You can’t make good decisions in a situation unless you have a good understanding of that situation. But also the nature of business is that you can’t sit around waiting for perfect information before you do anything. So you have to figure out how to successively improve your understanding of your situation while acting at the same time.
So what’s the answer to the question of “how do you know what to do?”
First, you have to be thinking about it all the time. You are always, constantly, building and updating a model of how your business works in your head. That’s a model of your customers, your market, the internal team dynamics — everything. Just by trying to update your understanding of the business you are going to come up with more and better things that should be done.
Second, you need methods that bring you a better understanding of your situation. I’ve read thousands of support chats, reviews, interview transcripts, survey results, etc. etc. Knowing what you need is easier said than done, but getting some skills in both qual and quant research is pretty important. I think learning about semi-structured interviews and process behavior charts is a pretty awesome starting point.
Third, you need to understand the general underlying principles of your discipline. You can build business expertise through studying the fields underlying business, and by reading narrative-style business case studies (in fact, research supports using both methods, and I would do both). Simple analogy: if you’re learning to play guitar, learning more chords will open up new worlds of the music you can play.
Fourth, and finally, you need to get the information of your specific business flowing through you so that it mixes with the general principles of your field. If you’re successfully getting some kind of insight fed to you on a daily basis, you’re always thinking about your business and you’re always thinking about what you could do to improve it.
The plans that emerge from a long, uninterrupted planning session are usually bad. Unless they’ve been preceded by a longer period of continuously updating an understanding of the business. They tend towards lists of things to do, and they struggle to dig past surface-level ideas that will grow the business and get an executive off your back.

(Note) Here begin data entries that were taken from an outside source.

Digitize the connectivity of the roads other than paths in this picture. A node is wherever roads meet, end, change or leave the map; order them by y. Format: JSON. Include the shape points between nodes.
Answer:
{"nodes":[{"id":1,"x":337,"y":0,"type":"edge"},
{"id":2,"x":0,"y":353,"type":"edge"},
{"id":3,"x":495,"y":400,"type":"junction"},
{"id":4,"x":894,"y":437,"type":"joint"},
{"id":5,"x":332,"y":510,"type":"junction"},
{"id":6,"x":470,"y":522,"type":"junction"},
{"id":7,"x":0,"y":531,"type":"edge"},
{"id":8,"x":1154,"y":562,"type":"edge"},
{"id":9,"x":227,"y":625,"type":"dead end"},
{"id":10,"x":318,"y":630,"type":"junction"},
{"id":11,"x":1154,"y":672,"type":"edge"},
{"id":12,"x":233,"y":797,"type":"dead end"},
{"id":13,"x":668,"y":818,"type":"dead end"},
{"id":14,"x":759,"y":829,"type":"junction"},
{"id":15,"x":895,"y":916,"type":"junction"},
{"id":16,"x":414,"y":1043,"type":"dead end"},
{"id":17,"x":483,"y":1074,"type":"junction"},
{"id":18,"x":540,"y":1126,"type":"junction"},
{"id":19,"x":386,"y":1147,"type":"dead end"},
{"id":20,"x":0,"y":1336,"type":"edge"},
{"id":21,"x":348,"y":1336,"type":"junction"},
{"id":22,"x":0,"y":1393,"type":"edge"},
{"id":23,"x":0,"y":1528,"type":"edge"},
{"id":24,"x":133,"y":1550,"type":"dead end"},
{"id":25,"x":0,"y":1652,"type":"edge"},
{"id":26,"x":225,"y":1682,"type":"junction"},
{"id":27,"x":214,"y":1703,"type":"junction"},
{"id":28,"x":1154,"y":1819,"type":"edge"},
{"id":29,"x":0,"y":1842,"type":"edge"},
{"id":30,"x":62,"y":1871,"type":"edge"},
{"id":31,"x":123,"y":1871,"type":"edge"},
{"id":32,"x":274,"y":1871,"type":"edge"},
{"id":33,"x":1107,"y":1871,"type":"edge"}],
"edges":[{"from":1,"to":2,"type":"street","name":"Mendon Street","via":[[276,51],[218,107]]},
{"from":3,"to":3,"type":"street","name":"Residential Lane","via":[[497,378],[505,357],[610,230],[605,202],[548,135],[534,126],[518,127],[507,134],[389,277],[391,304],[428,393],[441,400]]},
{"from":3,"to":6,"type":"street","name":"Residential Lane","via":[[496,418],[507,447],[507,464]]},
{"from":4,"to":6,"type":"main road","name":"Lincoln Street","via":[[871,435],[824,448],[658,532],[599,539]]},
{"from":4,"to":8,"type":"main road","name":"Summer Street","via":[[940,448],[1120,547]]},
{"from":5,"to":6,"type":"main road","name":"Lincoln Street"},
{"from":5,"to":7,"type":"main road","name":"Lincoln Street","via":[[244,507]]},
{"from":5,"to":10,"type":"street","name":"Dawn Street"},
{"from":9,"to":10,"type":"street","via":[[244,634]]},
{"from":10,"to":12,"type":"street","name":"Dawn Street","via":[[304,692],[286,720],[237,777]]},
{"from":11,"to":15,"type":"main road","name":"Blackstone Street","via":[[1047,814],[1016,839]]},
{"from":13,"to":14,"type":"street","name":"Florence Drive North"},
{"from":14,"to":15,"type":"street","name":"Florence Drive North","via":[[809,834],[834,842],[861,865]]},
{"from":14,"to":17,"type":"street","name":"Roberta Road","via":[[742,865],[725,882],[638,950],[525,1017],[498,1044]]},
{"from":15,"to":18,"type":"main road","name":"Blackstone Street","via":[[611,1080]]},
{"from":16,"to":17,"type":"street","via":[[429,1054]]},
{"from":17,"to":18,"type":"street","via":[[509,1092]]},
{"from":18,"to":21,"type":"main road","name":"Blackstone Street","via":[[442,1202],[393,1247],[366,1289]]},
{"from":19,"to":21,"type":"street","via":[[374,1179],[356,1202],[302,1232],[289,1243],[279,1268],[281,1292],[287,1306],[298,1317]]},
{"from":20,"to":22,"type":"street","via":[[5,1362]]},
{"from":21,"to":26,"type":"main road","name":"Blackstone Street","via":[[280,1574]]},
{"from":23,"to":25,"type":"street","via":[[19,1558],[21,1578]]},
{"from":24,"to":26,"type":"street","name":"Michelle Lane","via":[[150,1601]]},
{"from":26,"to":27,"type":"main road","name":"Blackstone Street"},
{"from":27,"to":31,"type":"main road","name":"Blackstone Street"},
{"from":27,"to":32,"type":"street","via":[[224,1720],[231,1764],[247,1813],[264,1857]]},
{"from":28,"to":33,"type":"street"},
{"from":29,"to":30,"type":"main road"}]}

To bring it back to the meddling executive, here’s what legendary coach Bill Walsh did when he took over the terribly losing 49ers.
I felt I could turn things around, but I needed to buy time. I did it, in part, by keeping Eddie Jr. in the loop; fully informed—perhaps overly informed—on every single phase of the operation. This included providing him with a budget manual (thick), an operations manual (thick), a personnel manual (thick), an overall set of job descriptions that included the specific job of each player and my evaluation of that individual (thick), and a detailed listing of my performance goals and expectations (even thicker). On and on and on. Paper. Paper. Paper. The information was not frivolous "filler," but substantive and sizable. I wanted the owner (and his advisers) to understand that I was applying maximum effort and paying attention to every single solitary detail of the family's massive financial investment. I believe the voluminous detailing of my efforts and plans bought me previous time.
If you want to keep meddling executive out of your hair, you have to give them confidence that things are under control. The easiest way to do that is to remove uncertainty — and the best way to do that is to show them a plan that will clearly get them what they want.